(Stored items)
________________________

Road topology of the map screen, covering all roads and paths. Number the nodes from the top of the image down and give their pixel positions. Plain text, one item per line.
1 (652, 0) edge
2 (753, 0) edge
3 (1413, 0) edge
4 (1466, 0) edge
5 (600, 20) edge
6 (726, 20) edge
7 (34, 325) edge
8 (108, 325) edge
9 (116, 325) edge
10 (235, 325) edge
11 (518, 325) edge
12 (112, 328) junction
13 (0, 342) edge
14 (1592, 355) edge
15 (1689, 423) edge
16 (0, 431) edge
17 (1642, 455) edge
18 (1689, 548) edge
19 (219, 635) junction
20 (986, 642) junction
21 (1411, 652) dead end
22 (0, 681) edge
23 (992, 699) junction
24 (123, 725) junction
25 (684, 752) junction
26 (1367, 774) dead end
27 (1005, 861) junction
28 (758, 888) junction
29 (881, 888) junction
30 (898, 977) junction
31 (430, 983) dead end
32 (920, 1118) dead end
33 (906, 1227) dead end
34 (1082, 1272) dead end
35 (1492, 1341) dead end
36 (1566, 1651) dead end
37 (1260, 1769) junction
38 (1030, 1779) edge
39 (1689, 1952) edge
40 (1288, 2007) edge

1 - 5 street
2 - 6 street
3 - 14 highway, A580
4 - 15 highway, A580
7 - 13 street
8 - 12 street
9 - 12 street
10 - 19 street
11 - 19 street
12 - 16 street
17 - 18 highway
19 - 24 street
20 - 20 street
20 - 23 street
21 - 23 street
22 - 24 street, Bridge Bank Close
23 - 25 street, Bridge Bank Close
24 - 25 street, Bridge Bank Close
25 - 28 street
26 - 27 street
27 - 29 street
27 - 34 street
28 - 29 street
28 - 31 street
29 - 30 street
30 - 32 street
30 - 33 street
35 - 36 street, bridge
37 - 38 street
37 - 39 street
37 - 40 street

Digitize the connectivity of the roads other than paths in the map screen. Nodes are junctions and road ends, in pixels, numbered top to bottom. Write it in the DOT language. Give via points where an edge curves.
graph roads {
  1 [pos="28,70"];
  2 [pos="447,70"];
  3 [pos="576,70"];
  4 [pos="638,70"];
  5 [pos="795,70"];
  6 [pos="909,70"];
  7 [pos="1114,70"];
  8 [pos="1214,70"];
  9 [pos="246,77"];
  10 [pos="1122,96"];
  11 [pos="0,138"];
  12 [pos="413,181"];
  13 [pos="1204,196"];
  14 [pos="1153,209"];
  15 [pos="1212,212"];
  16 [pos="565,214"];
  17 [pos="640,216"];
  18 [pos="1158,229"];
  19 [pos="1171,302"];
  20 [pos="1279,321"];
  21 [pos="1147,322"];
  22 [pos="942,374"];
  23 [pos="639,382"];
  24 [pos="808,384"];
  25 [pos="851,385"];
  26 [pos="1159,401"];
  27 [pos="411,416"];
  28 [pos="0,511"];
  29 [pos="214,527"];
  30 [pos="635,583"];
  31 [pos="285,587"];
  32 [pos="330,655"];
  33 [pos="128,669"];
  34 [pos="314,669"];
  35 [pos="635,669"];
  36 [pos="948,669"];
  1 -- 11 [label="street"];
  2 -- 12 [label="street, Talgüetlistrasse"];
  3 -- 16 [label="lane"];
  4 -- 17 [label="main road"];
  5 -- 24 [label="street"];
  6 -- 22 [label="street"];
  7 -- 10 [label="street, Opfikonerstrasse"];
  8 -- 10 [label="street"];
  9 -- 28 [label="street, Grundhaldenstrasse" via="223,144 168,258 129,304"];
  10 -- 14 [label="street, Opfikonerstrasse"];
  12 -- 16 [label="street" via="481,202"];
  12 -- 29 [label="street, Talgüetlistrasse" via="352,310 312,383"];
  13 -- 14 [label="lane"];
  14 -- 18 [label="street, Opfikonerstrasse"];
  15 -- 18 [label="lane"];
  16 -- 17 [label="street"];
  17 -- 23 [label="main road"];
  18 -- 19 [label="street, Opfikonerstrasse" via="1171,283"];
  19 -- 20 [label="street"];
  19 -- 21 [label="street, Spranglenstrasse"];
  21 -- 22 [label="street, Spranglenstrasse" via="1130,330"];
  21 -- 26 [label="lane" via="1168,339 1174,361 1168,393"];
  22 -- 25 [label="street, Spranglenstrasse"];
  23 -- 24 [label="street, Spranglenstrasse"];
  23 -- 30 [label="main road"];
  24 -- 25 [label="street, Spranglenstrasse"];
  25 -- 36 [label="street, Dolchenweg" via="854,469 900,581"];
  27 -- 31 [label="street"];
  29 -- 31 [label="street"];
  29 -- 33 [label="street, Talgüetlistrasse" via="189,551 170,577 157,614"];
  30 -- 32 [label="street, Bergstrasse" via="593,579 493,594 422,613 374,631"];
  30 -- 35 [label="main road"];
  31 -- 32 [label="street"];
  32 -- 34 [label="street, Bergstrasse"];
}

________________________

Problem requirements: Exactly how many lines in the records above hold the string "Opfikonerstrasse"? Reply with that number only.

The answer: 4